Drame lyrique composé en général sur un sujet religieux ou moralisateur et exécuté sans mise en scène à l’église ou au concert.


Issu d’anciennes formes liturgiques et notamment des jeux et mystères du Moyen Âge, l’oratorio subit au cours de son histoire l’influence de la cantate et de l’opéra. En raison de ses variations, il constitue un genre musical hybride dont la définition reste imprécise. Sans négliger l’apport du drame liturgique, il trouve exactement son origine dans les chants des évangiles de la Passion, pratiqués très tôt à l’église sous forme de « dialogues » durant les offices de la semaine sainte. Le texte est confié à un récitant, dont la présence sera souvent par rapport à l’opéra — que ce rôle soit dévolu à un soliste ou à un chœur — le signe distinctif de l’oratorio ; les paroles du Christ sont chantées par une basse, celles de divers protagonistes par un autre interprète, et les interventions de la foule par un chœur polyphonique.

Vers la fin du xve s. et durant le xvie, les musiciens s’emparent de cette tradition. Le Néerlandais J. Obrecht* (1450-1505), le Français Claudin de Sermisy (v. 1490-1562), les Italiens Vincenzo Ruffo (v. 1510-1587) et Giovanni Matteo Asola (v. 1560-1609), les Flamands Cyprien de Rore (1516-1565) et Roland de Lassus*, les Espagnols Francisco Guerrero et Tomás Luis de Victoria* ainsi que l’Anglais W. Byrd* créent la Passion, genre musical qui s’apparente à l’oratorio. Cependant, le terme générique d’oratorio s’élabore vers le même temps à Rome en marge du culte officiel. Des compositeurs liés à la Contre-Réforme, comme Giovanni Animuccia (v. 1500-1571), Palestrina*, Giovenale Ancina (1545-1604) et l’Espagnol Francisco Soto de Langa (v. 1534-1619), écrivent, à l’intention des réunions organisées à l’Oratoire de saint Philippe Neri, des laudi spirituali. Ce type de chant « en dialogue », inspiré par le récent style monodique et appelé parfois cantata, est bientôt, en raison du lieu où il est chanté, nommé oratorio. Ce vocable tend, par la suite, à s’appliquer à toute œuvre dramatique pieuse. La Rappresentazione di Anima e di Corpo (le Débat de l’âme et du corps) d’Emilio Dei Cavalieri (v. 1550-1602), exécutée à l’oratoire romain de Santa Maria in Vallicella (1600), est souvent considérée comme le premier oratorio, bien que la forme en soit assez vague. Ce poème moral, où chaque scène comprend une succession de canzonetti spirituali, des chœurs harmoniques et des récitatifs, n’en suscite pas moins une vague d’opéras « sacrés », tels l’Eumelio (1606) d’Angostino Agazzari (1578-1640), le Sant’Alessio (1632) de Stefano Landi (v. 1590-1639), qui, bien que distrayant les cours princières privées d’opéras durant le carême, détournent le genre de sa véritable mission. Dans un répertoire plus modeste et qui, par contre, reste fidèle à la lauda dialoguée s’opère la transformation essentielle qui conduira à l’oratorio. Dans le Teatro armonico spirituale... (1619), pourtant peu dramatique, de Giovanni Francesco Anerio (v. 1567-1630), le chœur fait office de récitant, et chaque personnage mis en cause chante en solo.

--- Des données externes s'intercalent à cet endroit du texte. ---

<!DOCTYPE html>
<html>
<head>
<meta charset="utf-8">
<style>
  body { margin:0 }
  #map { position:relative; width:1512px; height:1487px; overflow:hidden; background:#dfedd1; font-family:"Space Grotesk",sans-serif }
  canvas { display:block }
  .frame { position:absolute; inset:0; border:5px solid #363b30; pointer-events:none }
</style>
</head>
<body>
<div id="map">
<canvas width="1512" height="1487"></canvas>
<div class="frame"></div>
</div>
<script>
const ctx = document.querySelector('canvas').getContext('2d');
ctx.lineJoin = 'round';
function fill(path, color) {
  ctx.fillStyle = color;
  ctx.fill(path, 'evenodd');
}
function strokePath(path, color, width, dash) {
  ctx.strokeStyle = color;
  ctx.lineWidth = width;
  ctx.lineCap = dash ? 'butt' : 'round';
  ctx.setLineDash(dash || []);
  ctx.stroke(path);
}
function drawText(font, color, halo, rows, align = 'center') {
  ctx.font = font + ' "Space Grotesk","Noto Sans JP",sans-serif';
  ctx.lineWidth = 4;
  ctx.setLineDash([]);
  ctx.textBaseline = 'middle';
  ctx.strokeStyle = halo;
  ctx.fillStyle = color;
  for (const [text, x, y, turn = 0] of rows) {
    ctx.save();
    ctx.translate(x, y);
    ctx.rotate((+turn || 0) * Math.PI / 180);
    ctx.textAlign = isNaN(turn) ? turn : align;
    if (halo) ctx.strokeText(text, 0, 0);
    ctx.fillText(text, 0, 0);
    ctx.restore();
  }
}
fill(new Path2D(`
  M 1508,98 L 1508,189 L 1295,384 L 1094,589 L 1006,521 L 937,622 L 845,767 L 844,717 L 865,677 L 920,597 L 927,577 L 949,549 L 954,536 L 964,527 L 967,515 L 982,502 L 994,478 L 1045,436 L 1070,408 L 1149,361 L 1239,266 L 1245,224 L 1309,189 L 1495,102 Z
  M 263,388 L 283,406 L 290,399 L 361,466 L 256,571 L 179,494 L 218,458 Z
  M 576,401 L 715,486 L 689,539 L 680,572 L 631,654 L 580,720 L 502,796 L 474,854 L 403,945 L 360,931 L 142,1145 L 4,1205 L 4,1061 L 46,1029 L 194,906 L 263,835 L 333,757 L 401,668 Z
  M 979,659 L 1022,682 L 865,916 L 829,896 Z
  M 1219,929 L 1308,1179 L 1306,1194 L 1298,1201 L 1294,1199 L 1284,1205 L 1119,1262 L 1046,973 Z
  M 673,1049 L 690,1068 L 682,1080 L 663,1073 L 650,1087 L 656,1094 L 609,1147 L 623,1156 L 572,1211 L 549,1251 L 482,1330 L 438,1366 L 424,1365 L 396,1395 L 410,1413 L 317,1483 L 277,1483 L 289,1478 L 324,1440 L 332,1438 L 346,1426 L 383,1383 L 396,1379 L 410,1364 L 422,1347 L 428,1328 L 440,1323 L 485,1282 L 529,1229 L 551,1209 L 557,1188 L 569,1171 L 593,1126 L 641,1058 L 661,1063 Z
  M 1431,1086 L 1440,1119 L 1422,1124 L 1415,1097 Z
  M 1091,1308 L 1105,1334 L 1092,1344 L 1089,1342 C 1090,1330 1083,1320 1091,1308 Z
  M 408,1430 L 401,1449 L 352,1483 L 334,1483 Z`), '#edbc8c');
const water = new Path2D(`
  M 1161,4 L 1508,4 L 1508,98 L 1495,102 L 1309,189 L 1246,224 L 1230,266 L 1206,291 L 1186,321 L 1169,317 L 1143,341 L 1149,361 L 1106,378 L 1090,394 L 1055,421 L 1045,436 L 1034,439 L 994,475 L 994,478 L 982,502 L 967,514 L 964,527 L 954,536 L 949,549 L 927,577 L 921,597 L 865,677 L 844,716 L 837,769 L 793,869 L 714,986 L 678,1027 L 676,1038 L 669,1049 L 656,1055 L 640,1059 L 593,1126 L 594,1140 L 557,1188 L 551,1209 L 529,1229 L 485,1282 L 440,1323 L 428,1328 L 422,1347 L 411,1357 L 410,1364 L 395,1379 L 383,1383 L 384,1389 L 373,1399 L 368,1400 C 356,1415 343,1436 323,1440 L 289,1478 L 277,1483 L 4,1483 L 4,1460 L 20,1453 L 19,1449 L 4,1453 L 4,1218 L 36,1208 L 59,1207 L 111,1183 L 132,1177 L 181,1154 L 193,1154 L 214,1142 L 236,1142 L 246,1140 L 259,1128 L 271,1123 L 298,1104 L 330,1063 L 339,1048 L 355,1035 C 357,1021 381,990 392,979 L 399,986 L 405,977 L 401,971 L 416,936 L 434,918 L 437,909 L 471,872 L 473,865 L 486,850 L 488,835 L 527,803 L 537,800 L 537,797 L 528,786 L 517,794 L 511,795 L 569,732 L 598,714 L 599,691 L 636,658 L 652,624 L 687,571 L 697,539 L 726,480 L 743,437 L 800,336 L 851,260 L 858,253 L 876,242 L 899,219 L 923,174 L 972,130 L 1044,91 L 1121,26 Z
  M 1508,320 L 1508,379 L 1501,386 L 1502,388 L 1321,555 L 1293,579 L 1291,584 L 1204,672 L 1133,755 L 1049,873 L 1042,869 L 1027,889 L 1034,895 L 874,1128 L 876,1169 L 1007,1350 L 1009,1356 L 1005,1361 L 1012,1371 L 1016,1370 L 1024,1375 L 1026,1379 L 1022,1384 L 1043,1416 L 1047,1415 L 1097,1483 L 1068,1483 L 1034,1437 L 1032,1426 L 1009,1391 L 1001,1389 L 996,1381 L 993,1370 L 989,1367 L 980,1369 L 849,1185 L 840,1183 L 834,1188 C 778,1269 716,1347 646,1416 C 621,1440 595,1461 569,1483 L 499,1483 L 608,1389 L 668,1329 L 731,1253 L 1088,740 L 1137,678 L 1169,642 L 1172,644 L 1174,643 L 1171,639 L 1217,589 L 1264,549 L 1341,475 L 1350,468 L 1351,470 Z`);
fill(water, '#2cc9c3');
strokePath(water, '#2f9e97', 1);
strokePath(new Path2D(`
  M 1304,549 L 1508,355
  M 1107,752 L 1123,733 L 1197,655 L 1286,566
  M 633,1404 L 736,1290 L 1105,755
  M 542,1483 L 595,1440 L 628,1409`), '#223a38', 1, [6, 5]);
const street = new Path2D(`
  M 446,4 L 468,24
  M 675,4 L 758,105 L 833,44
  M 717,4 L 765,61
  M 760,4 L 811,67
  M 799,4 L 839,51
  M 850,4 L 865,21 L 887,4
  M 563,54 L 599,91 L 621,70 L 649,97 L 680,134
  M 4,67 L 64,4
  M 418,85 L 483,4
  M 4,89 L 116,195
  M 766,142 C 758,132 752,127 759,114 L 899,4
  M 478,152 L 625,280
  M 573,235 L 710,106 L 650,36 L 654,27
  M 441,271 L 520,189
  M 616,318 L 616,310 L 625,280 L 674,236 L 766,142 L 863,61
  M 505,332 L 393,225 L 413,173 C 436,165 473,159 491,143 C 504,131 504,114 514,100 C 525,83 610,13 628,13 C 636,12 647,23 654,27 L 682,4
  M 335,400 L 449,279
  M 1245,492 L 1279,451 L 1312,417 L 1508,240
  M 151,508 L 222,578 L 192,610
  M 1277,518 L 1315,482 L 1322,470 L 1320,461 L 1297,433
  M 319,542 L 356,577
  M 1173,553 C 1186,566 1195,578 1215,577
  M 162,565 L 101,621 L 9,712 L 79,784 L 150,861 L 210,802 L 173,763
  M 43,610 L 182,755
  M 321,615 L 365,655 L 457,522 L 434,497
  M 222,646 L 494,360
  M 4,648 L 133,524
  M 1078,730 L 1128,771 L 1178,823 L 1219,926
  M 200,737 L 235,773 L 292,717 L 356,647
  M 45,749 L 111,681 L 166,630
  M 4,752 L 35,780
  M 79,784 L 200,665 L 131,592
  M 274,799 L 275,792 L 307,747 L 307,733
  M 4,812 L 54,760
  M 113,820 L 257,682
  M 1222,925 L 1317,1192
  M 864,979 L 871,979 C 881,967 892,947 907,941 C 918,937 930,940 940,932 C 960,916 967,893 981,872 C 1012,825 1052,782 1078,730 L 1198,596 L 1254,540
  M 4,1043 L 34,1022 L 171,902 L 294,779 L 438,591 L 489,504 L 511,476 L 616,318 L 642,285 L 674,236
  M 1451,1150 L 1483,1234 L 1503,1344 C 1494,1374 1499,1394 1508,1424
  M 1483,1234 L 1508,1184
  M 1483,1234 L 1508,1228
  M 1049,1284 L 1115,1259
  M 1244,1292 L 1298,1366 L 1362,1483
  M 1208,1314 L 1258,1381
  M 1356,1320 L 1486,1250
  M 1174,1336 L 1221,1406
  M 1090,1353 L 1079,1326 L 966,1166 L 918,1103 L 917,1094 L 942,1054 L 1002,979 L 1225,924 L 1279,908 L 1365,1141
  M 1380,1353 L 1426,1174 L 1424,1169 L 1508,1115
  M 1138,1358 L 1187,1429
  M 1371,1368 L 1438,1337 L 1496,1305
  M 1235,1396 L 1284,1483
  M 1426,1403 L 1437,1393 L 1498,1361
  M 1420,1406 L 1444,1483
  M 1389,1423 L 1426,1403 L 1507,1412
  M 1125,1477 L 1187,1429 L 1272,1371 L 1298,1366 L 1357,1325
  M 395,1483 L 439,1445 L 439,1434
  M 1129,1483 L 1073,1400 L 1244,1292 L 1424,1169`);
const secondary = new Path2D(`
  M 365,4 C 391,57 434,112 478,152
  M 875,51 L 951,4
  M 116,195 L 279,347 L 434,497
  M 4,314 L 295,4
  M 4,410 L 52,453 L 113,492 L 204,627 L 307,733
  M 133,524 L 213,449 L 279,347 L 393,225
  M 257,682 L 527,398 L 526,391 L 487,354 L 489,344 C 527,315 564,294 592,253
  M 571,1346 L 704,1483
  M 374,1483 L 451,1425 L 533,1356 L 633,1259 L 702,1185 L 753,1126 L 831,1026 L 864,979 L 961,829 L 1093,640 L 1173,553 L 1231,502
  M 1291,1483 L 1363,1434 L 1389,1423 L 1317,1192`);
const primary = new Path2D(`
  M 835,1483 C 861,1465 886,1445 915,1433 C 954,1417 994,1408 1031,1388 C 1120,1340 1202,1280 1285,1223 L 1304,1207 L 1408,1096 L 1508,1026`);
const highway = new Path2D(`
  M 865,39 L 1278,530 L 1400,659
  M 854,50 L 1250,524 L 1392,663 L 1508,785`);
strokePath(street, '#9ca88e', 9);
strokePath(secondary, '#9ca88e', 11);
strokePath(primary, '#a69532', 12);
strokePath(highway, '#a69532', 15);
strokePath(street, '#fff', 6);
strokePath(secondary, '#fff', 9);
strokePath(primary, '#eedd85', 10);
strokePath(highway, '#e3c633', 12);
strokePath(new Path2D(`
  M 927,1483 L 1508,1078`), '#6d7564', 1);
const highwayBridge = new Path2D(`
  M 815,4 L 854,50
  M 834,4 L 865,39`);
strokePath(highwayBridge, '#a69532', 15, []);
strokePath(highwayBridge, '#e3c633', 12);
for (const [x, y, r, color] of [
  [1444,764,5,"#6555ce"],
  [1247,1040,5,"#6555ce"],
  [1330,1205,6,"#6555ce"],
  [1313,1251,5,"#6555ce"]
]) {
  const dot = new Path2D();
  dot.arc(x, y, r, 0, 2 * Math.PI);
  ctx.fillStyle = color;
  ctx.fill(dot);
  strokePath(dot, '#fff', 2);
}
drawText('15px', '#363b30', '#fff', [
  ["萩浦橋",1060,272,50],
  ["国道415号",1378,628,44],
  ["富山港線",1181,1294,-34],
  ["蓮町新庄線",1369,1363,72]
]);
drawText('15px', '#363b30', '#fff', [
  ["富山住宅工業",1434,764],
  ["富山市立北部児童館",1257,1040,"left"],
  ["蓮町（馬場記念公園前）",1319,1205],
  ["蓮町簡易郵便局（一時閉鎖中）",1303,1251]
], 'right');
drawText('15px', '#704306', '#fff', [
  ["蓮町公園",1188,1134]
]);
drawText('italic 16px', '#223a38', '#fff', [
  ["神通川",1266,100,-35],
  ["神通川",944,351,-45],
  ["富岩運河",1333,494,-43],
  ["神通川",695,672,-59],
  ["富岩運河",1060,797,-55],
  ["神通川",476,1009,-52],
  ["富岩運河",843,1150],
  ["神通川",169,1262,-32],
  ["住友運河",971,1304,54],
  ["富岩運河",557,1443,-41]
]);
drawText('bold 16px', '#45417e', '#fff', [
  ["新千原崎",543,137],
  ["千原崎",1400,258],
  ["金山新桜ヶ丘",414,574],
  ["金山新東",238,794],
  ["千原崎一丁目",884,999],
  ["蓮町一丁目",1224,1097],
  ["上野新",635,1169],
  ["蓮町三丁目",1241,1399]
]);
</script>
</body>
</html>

Bientôt, cette forme primitive se modifie : un soliste se substitue au chœur. En ce sens, la lauda dialoguée ne diffère plus guère des derniers madrigaux de Monteverdi*. Elle illustre la période de transition qui conduit à l’« histoire sacrée », premier modèle de l’oratorio classique, du Romain Giacomo Carissimi* (1605-1674). Dans ses « histoires » (Jephté, Jonas, le Jugement de Salomon, etc.), celui-ci adopte sur le plan littéraire la langue latine et la division en deux parties (il y a trois actes dans l’opéra), et sur le plan musical la forme de la cantate d’église. Un récitant (historicus) narre l’action, interrompu seulement par les airs contemplatifs des solistes, les chœurs et la symphonie. Ce style se répand en Europe par l’intermédiaire des nombreux élèves de Carissimi : italiens (Antonio Cesti [1623-1669], Alessandro Scarlatti*), allemands (Johann Kaspar von Kerll [1627-1693], Johann Philipp Krieger [1649-1725]) et français (M. A. Charpentier*). Mais, dès le milieu du xviie s., la langue vulgaire tend à supplanter le latin. Composé sur des textes didactiques ou moraux, qui paraphrasent les récits de la Bible et des Évangiles ou racontent la vie des saints, l’oratorio volgare se développe avec Giovanni Battista Vitali (v. 1644-1692), Alessandro Stradella (1644-1682), Giovanni Battista Bassani (v. 1657-1716), A. Scarlatti, Antonio Lotti (1666-1740), A. Vivaldi*, etc.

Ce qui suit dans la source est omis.